Mientras tanto Martín se debatía entre continuar viendo a Estrella o tratar de arreglar su matrimonio con Fiamma. Cada día cogía el teléfono, y cuando estaba a punto de marcar el último número que le regalaría la voz de su amante colgaba, pues se preguntaba que podría ofrecerle aparte de una noche desastrosa. Además, entre más días pasaban más difícil veía arreglar su cobarde desaparición. Se había sumergido de lleno en su trabajo asistiendo a cuanto foro y reunión había; escribiendo sin parar sus artículos más inteligentes; vaciando todas sus rabias y desazones contenidas; evitando los espacios de silencio que le llevaban a la duda y a la soledad, al recuerdo doloroso y malogrado de Estrella. Había cambiado su habitual trayecto que le llevaba a pasar muy cerca del Parque de los Suspiros donde la había conocido, creyendo que desviando su ruta desviaría también sus deseos y los encaminaría hacia Fiamma. Pero la prohibición que se había impuesto no había hecho más que engrandecer su amor por ella. Sin embargo, forzó su alma como si se tratara de una rígida brújula, doblando con fuerza la aguja que marcaba su amoroso norte hasta hacerla apuntar en dirección contraria. Sometiendo su deseo a desear lo que ya no quería.

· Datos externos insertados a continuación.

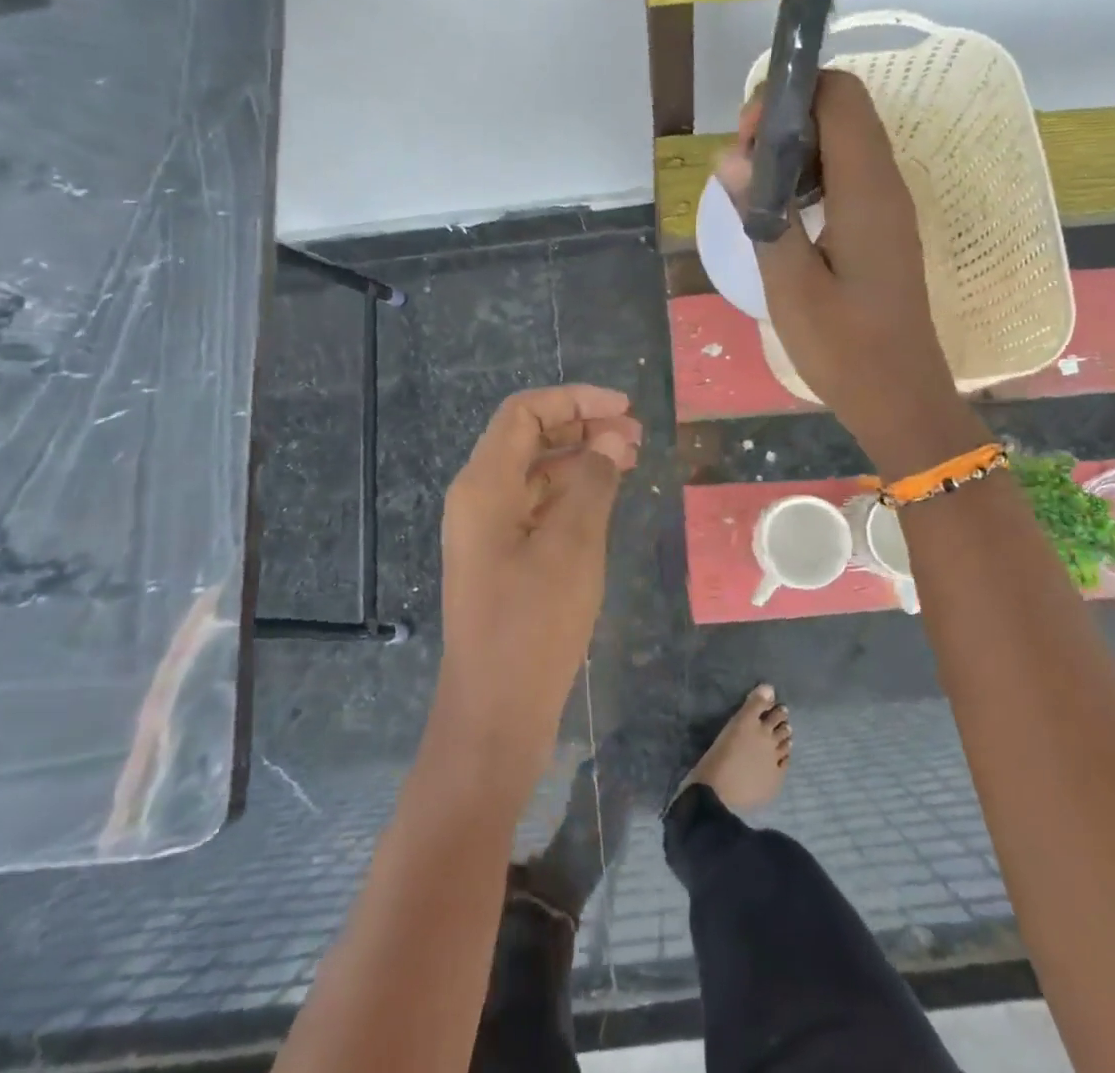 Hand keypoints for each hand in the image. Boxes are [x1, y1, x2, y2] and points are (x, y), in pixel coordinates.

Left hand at [436, 384, 641, 775]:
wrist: (495, 713)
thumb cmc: (534, 624)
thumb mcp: (573, 545)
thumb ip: (593, 481)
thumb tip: (612, 438)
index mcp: (484, 485)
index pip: (524, 412)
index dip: (574, 399)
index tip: (625, 408)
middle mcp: (478, 498)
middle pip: (528, 437)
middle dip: (582, 426)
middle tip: (636, 436)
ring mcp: (487, 530)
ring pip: (535, 471)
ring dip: (580, 458)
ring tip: (630, 461)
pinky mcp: (501, 557)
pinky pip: (536, 505)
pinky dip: (571, 492)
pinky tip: (605, 499)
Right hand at [716, 71, 983, 476]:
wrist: (900, 398)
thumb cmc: (844, 349)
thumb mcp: (790, 286)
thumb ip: (763, 216)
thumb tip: (731, 157)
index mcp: (867, 190)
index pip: (838, 95)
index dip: (789, 96)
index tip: (748, 140)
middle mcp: (885, 184)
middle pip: (840, 110)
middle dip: (785, 120)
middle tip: (743, 170)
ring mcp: (888, 206)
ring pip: (842, 142)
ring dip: (795, 150)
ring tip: (755, 191)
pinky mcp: (883, 228)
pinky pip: (847, 175)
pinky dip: (810, 176)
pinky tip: (782, 215) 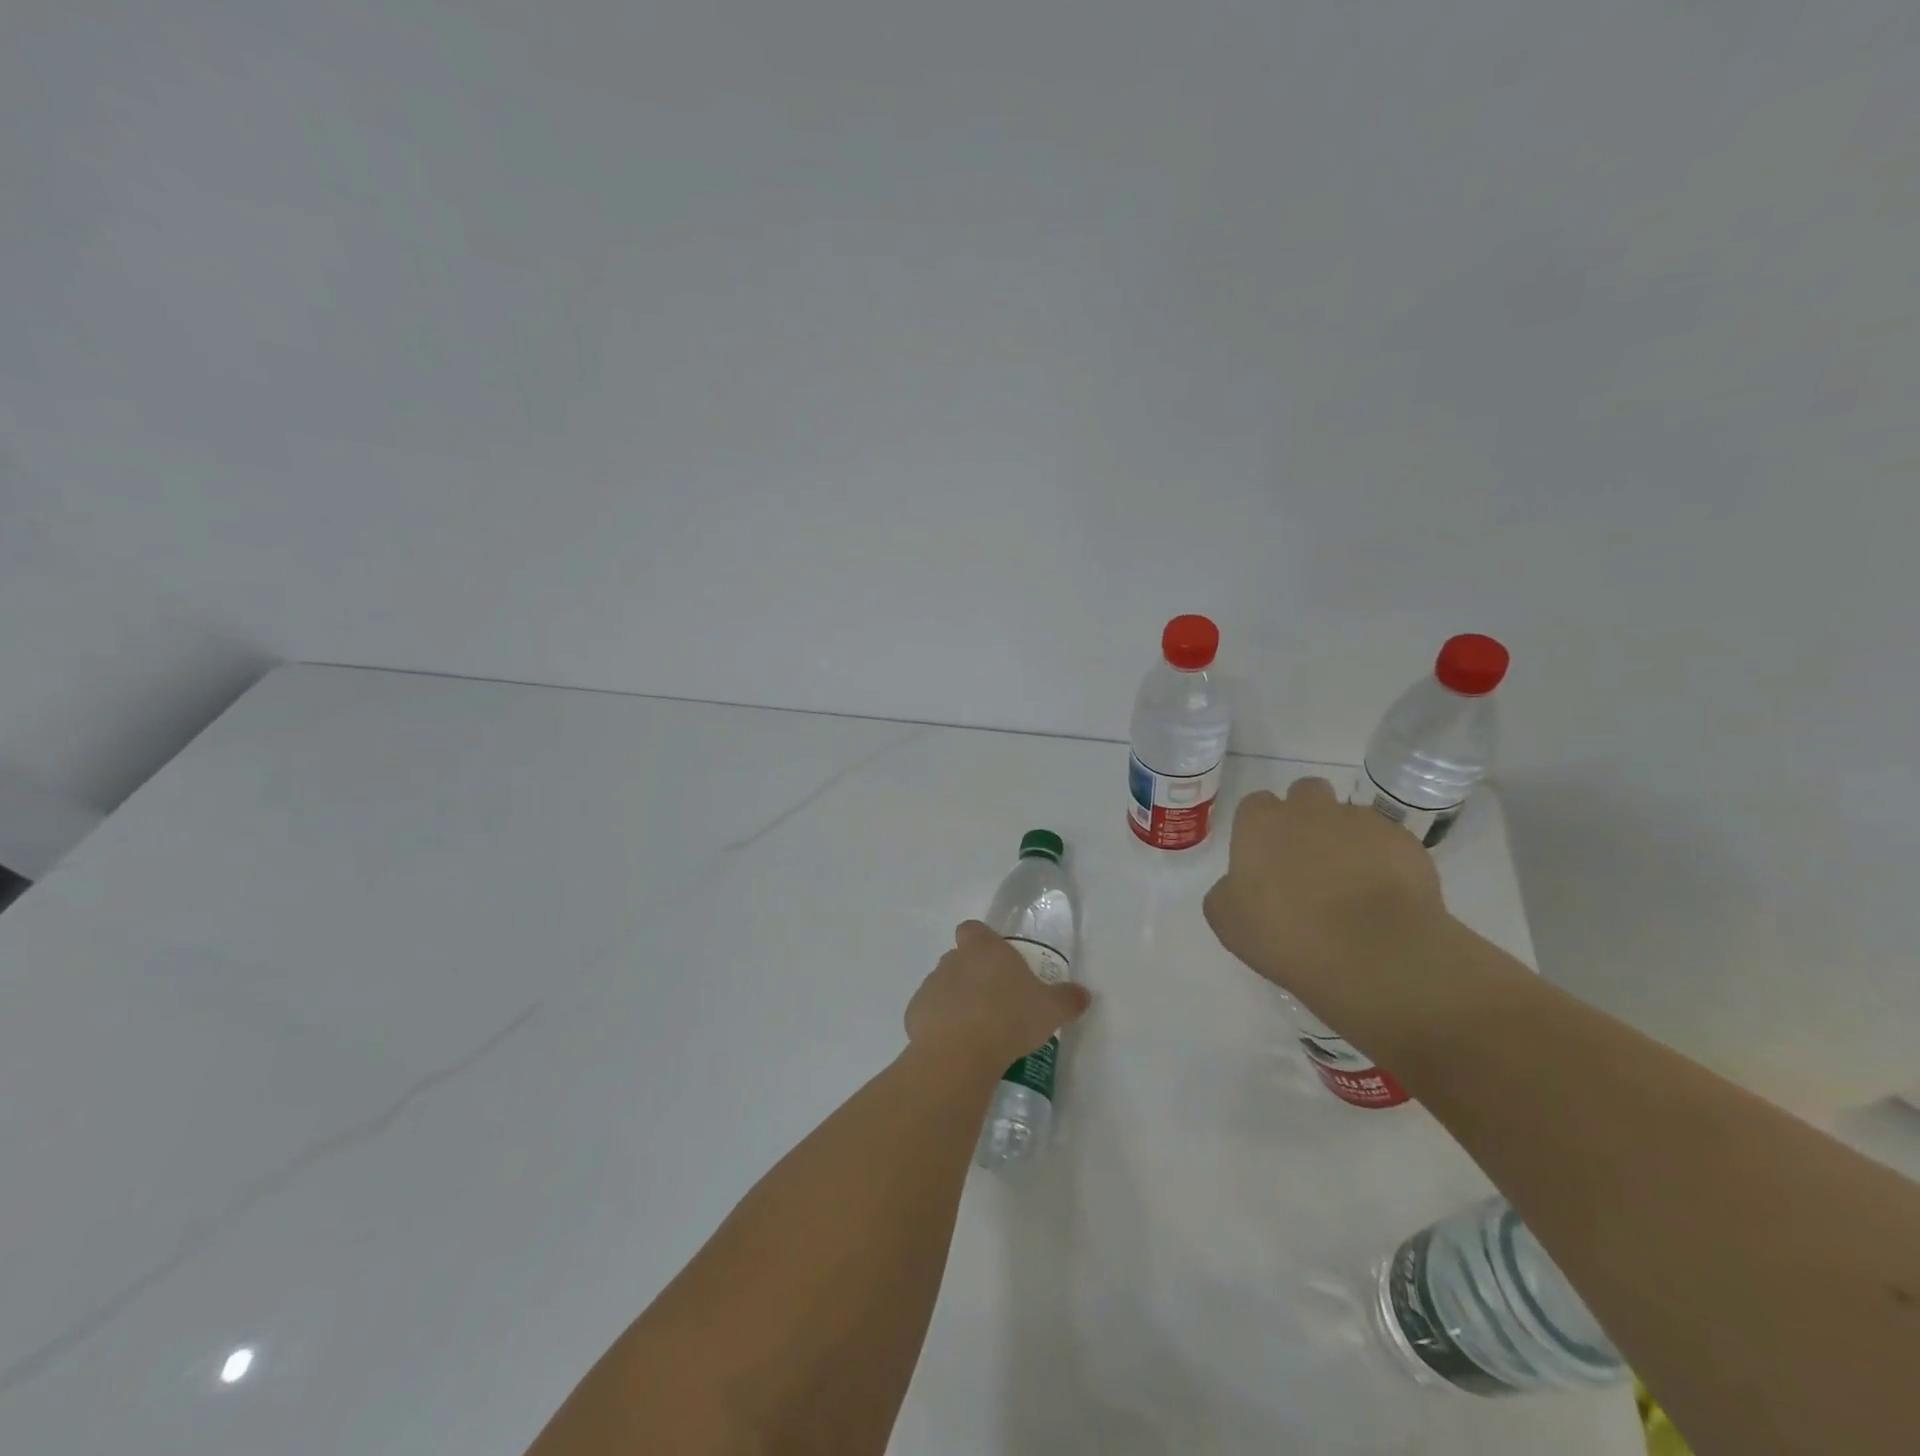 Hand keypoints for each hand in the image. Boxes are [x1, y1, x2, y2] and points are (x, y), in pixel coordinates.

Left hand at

Con Fiamma decidieron hacer un viaje relámpago de cinco días. Viajarían un fin de semana a la isla de Bura. La idílica isla en la que juntos habían visto derramarse en rojos los atardeceres más bellos y cálidos. El sitio que poseía los acantilados más fastuosos, donde las piedras habían creado, en su sinuosidad, dragones que vomitaban espumarajos de olas por los ojos, que dejaban colar soles por agujeros insospechados. Un lugar donde las almas más distanciadas podían llegar a unirse en un solo latir. Para Martín este viaje sería como una prueba de amor que ayudaría a esclarecer sus sentimientos. Para Fiamma, ajena a la silenciosa lucha interior que mantenía Martín con sus emociones, era otro de sus habituales viajes; les servía para desconectar del trabajo, regalándoles horas de sombra fresca donde leer libros que llevaban años durmiendo de pie en la estantería, aguantando mudos y estoicos el maravilloso instante de ser seleccionados y, al fin, poder desperezarse y hablar a unos ojos ansiosos de saber.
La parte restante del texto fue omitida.